• [AVAILABLE DATA]
◇ ◇ ◇ ◇ ◇

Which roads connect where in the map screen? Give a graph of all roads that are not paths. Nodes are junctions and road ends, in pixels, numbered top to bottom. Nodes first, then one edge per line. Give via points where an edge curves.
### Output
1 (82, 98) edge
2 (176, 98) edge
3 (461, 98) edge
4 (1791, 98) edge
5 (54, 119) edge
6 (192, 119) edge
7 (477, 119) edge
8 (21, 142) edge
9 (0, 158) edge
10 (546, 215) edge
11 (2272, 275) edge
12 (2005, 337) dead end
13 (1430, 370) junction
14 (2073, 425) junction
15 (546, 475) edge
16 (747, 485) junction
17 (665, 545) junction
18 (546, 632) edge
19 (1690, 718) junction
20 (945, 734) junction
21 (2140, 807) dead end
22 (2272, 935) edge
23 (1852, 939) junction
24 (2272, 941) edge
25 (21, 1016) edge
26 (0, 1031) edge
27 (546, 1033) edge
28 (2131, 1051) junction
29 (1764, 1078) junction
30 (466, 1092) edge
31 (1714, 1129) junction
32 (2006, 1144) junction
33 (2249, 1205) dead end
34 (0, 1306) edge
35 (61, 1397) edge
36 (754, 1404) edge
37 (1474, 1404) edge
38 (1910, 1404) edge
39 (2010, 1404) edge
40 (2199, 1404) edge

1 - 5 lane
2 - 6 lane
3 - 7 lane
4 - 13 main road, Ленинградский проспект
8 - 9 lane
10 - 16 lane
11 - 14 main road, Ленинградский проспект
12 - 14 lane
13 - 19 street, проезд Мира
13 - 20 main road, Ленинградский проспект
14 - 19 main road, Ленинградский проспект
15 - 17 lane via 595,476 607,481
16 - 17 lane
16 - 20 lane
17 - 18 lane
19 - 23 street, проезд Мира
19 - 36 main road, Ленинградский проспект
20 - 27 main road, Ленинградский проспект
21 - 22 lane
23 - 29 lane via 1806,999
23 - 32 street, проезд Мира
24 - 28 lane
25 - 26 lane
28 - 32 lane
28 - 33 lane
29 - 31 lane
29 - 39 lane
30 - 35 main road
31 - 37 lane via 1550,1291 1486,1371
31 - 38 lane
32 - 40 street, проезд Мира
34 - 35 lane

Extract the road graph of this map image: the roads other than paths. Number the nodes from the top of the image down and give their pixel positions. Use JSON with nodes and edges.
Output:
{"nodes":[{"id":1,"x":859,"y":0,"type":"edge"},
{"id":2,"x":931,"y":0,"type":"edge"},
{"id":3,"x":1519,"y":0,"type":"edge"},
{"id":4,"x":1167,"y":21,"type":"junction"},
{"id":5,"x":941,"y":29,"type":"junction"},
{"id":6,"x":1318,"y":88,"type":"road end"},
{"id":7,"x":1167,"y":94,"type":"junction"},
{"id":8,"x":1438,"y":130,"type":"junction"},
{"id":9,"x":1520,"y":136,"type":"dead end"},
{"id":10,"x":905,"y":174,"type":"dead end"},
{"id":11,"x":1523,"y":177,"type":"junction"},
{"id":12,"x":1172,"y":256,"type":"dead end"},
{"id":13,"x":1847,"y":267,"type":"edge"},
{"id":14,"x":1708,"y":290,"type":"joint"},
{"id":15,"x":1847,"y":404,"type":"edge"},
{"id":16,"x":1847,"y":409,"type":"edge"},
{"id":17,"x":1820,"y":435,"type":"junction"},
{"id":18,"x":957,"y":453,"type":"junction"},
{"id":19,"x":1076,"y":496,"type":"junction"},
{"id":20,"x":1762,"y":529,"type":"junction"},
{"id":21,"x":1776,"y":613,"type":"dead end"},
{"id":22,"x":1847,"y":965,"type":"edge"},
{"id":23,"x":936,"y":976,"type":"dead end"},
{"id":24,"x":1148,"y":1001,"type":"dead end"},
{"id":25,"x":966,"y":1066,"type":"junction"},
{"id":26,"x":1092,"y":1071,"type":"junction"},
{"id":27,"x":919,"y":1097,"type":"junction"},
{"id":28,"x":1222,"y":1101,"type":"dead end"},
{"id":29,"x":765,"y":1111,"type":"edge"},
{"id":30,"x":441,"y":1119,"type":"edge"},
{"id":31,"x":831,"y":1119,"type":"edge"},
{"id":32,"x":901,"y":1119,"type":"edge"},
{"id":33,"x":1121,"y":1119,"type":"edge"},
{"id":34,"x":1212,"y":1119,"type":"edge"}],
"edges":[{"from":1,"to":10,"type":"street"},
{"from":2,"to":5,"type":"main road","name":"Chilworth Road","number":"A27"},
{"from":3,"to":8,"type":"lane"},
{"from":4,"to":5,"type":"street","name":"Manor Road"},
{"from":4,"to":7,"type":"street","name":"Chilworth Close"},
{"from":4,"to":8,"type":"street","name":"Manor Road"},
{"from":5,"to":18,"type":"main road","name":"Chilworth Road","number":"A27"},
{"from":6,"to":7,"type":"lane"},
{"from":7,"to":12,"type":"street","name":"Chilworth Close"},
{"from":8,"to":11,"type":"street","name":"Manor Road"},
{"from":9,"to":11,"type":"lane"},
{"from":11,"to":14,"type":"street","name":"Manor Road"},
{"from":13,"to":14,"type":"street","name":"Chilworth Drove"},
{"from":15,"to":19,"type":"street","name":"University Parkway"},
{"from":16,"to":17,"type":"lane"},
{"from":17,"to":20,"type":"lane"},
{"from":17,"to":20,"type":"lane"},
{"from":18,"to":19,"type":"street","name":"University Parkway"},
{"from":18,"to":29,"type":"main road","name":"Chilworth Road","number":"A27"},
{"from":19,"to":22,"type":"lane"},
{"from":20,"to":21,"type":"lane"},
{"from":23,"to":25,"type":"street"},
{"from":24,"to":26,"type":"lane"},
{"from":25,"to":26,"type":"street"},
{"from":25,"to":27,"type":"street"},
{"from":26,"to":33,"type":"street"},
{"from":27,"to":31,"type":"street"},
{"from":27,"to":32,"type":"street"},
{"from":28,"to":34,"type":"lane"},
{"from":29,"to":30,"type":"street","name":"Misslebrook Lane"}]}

◇ ◇ ◇ ◇ ◇

Print all the records precisely.

• [TASK SOLUTION]
Which roads connect where in the map screen? Give a graph of all roads that are not paths. Nodes are junctions and road ends, in pixels, numbered top to bottom. Nodes first, then one edge per line. Give via points where an edge curves.
### Output
1 (82, 98) edge
2 (176, 98) edge
3 (461, 98) edge
4 (1791, 98) edge
5 (54, 119) edge
6 (192, 119) edge
7 (477, 119) edge
8 (21, 142) edge
9 (0, 158) edge
10 (546, 215) edge
11 (2272, 275) edge
12 (2005, 337) dead end
13 (1430, 370) junction
14 (2073, 425) junction
15 (546, 475) edge
16 (747, 485) junction
17 (665, 545) junction
18 (546, 632) edge
19 (1690, 718) junction
20 (945, 734) junction
21 (2140, 807) dead end
22 (2272, 935) edge
23 (1852, 939) junction
24 (2272, 941) edge
25 (21, 1016) edge
26 (0, 1031) edge
27 (546, 1033) edge
28 (2131, 1051) junction
29 (1764, 1078) junction
30 (466, 1092) edge
31 (1714, 1129) junction
32 (2006, 1144) junction
33 (2249, 1205) dead end
34 (0, 1306) edge
35 (61, 1397) edge
36 (754, 1404) edge
37 (1474, 1404) edge
38 (1910, 1404) edge
39 (2010, 1404) edge
40 (2199, 1404) edge

1 - 5 lane
2 - 6 lane
3 - 7 lane
4 - 13 main road, Ленинградский проспект
8 - 9 lane
10 - 16 lane
11 - 14 main road, Ленинградский проспект
12 - 14 lane
13 - 19 street, проезд Мира
13 - 20 main road, Ленинградский проспект
14 - 19 main road, Ленинградский проспект
15 - 17 lane via 595,476 607,481
16 - 17 lane
16 - 20 lane
17 - 18 lane
19 - 23 street, проезд Мира
19 - 36 main road, Ленинградский проспект
20 - 27 main road, Ленинградский проспект
21 - 22 lane
23 - 29 lane via 1806,999
23 - 32 street, проезд Мира
24 - 28 lane
25 - 26 lane
28 - 32 lane
28 - 33 lane
29 - 31 lane
29 - 39 lane
30 - 35 main road
31 - 37 lane via 1550,1291 1486,1371
31 - 38 lane
32 - 40 street, проезд Мира
34 - 35 lane

Extract the road graph of this map image: the roads other than paths. Number the nodes from the top of the image down and give their pixel positions. Use JSON with nodes and edges.
Output:
{"nodes":[{"id":1,"x":859,"y":0,"type":"edge"},
{"id":2,"x":931,"y":0,"type":"edge"},
{"id":3,"x":1519,"y":0,"type":"edge"},
{"id":4,"x":1167,"y":21,"type":"junction"},
{"id":5,"x":941,"y":29,"type":"junction"},
{"id":6,"x":1318,"y":88,"type":"road end"},
{"id":7,"x":1167,"y":94,"type":"junction"},
{"id":8,"x":1438,"y":130,"type":"junction"},
{"id":9,"x":1520,"y":136,"type":"dead end"},
{"id":10,"x":905,"y":174,"type":"dead end"},
{"id":11,"x":1523,"y":177,"type":"junction"},
{"id":12,"x":1172,"y":256,"type":"dead end"},
{"id":13,"x":1847,"y":267,"type":"edge"},
{"id":14,"x":1708,"y":290,"type":"joint"},
{"id":15,"x":1847,"y":404,"type":"edge"},
{"id":16,"x":1847,"y":409,"type":"edge"},
{"id":17,"x":1820,"y":435,"type":"junction"},
{"id":18,"x":957,"y":453,"type":"junction"},
{"id":19,"x":1076,"y":496,"type":"junction"},
{"id":20,"x":1762,"y":529,"type":"junction"},
{"id":21,"x":1776,"y":613,"type":"dead end"},
{"id":22,"x":1847,"y":965,"type":"edge"},
{"id":23,"x":936,"y":976,"type":"dead end"},
{"id":24,"x":1148,"y":1001,"type":"dead end"},
{"id":25,"x":966,"y":1066,"type":"junction"},
{"id":26,"x":1092,"y":1071,"type":"junction"},
{"id":27,"x":919,"y":1097,"type":"junction"},
{"id":28,"x":1222,"y":1101,"type":"dead end"},
{"id":29,"x":765,"y":1111,"type":"edge"},
{"id":30,"x":441,"y":1119,"type":"edge"},
{"id":31,"x":831,"y":1119,"type":"edge"},
{"id":32,"x":901,"y":1119,"type":"edge"},
{"id":33,"x":1121,"y":1119,"type":"edge"},
{"id":34,"x":1212,"y":1119,"type":"edge"}],
"edges":[{"from":1,"to":10,"type":"street"},
{"from":2,"to":5,"type":"main road","name":"Chilworth Road","number":"A27"},
{"from":3,"to":8,"type":"lane"},
{"from":4,"to":5,"type":"street","name":"Manor Road"},
{"from":4,"to":7,"type":"street","name":"Chilworth Close"},
{"from":4,"to":8,"type":"street","name":"Manor Road"},
{"from":5,"to":18,"type":"main road","name":"Chilworth Road","number":"A27"},
{"from":6,"to":7,"type":"lane"},
{"from":7,"to":12,"type":"street","name":"Chilworth Close"},
{"from":8,"to":11,"type":"street","name":"Manor Road"},
{"from":9,"to":11,"type":"lane"},
{"from":11,"to":14,"type":"street","name":"Manor Road"},
{"from":13,"to":14,"type":"street","name":"Chilworth Drove"},
{"from":15,"to":19,"type":"street","name":"University Parkway"},
{"from":16,"to":17,"type":"lane"},
{"from":17,"to":20,"type":"lane"},
{"from":17,"to":20,"type":"lane"},
{"from":18,"to":19,"type":"street","name":"University Parkway"},
{"from":18,"to":29,"type":"main road","name":"Chilworth Road","number":"A27"},
{"from":19,"to":22,"type":"lane"},
{"from":20,"to":21,"type":"lane"},
{"from":23,"to":25,"type":"street"},
{"from":24,"to":26,"type":"lane"},
{"from":25,"to":26,"type":"street"},
{"from":25,"to":27,"type":"street"},
{"from":26,"to":33,"type":"street"},
{"from":27,"to":31,"type":"street"},
{"from":27,"to":32,"type":"street"},
{"from":28,"to":34,"type":"lane"},
{"from":29,"to":30,"type":"street","name":"Misslebrook Lane"}]}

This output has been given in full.